Raising pool ph with sodium carbonate (soda ash)
• Carefully read the instructions on the label of the packet you purchase. This is because different manufacturers may have different percentages of sodium carbonate though a normal container of soda ash should have 100% sodium carbonate.
• Establish how much you will need to add. This will be based on your test results. We recommend that you add three quarters of what is recommended and then retest later until you are satisfied with the results you get. You want to avoid adding too much soda ash and then have to lower the pH again.
• The instructions may indicate that you dilute the soda ash first.
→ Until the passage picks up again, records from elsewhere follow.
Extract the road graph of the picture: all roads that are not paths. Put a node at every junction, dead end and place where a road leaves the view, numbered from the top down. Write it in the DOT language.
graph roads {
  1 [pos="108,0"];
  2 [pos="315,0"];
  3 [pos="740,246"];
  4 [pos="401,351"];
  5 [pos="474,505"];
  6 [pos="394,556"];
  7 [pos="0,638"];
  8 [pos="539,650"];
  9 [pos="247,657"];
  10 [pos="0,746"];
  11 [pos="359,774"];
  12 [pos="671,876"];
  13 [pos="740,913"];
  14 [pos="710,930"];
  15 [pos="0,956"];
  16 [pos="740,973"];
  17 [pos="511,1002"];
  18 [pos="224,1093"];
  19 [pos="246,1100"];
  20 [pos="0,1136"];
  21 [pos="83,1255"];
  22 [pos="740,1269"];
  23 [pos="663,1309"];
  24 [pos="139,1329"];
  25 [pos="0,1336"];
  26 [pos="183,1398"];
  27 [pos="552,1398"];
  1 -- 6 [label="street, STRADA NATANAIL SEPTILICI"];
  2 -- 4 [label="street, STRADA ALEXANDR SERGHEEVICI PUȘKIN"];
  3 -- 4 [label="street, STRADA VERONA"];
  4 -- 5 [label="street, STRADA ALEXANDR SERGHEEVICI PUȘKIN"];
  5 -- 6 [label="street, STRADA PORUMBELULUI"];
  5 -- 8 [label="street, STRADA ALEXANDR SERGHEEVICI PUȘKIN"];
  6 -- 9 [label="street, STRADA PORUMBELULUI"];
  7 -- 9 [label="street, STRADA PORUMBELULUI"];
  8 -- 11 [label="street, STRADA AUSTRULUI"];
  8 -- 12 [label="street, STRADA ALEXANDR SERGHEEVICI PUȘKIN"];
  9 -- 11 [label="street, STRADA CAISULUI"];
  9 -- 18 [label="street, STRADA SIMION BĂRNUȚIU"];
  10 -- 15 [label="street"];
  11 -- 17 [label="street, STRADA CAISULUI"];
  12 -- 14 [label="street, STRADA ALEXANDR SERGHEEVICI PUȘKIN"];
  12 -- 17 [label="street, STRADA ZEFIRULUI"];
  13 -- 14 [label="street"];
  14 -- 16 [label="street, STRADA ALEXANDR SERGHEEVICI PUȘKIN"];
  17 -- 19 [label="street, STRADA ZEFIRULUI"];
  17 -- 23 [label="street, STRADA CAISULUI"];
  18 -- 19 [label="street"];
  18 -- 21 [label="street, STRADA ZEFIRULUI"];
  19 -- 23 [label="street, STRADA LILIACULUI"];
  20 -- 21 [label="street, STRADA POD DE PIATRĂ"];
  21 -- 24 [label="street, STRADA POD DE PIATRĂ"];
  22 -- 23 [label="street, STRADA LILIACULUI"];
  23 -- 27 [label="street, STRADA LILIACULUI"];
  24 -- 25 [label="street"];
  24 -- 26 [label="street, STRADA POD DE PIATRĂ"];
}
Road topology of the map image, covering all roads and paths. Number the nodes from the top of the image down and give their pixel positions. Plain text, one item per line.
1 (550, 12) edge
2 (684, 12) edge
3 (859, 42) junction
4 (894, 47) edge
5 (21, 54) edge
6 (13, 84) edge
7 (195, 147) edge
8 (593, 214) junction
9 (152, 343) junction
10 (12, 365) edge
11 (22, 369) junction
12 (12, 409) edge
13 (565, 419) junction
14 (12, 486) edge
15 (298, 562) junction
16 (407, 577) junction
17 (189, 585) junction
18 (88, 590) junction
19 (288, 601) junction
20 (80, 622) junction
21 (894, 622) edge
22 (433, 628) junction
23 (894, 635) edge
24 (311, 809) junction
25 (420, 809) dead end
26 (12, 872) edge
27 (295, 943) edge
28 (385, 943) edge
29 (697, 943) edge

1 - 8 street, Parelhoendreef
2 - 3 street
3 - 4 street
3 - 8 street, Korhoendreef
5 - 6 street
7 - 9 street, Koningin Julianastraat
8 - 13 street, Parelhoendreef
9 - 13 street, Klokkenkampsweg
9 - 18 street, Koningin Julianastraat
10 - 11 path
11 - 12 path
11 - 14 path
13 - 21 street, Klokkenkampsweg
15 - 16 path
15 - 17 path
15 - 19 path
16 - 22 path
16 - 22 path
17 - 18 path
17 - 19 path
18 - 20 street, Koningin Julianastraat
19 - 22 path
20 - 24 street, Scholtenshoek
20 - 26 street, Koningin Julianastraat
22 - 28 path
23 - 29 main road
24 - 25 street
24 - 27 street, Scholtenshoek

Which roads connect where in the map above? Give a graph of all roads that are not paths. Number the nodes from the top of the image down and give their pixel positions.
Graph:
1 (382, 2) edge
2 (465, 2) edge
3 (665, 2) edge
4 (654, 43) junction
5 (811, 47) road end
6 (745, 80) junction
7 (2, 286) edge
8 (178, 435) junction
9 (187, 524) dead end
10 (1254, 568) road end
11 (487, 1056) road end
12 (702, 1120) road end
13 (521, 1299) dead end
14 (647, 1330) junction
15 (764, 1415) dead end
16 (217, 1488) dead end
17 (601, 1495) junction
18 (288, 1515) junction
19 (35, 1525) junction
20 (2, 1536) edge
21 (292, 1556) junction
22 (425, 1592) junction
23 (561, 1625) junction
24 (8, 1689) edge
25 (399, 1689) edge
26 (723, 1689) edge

If this is the case, follow the dilution instructions in the product.
• Since this product usually comes in powder form, avoid adding this when facing the wind. If it’s impossible to wait until there is no wind, apply it downwind from yourself. You do not want the soda ash to get to your skin and clothes.
• Get as close as you can to the water as the wind is likely to blow the powder into the air rather than into the pool.
• Try and add the soda ash into the pool at the water return jet sights. This is where the water gets into the pool. Do not add the soda ash at the water inlet sights such as the skimmer area. The dry acid should be evenly around the pool as much as you possibly can but not in the areas where it can easily be pulled into the pool filter and pump.
• The powder easily gets dissolved, so there will be little or no need at all to spread it around the pool with a pole brush.
• Give the pool water at least 6 hours before retesting, but try and wait for not more than 24 hours.
If the pH in your pool drops even after you have tried to raise it, then it’s time to raise your total alkalinity. A low total alkalinity allows the pH to randomly fluctuate. The total alkalinity should be between 80ppm to 150 ppm. If your test indicates alkalinity, you can put 1.4 lbs of sodium bicarbonate (baking soda) per 10,000 gallons of water in your pool. This will increase the total alkalinity by 10ppm. Allow the water to circulate for more than one hour before you test it again.
Baking soda raises the pH just a bit; its major effectiveness is raising the total alkalinity. Avoid adding excess amounts of baking soda as it is more difficult to lower alkalinity than to raise it.
Soda ash will also raise the total alkalinity, so always check your total alkalinity when trying to raise your pH. You do not want to push the total alkalinity too high.
The pool pH may change overtime due to several factors. Therefore, raising your pool pH is needed regularly. You need to test the pH levels of your water regularly and correct pH as soon as possible so that you may avoid pool equipment damage and staining your pool walls.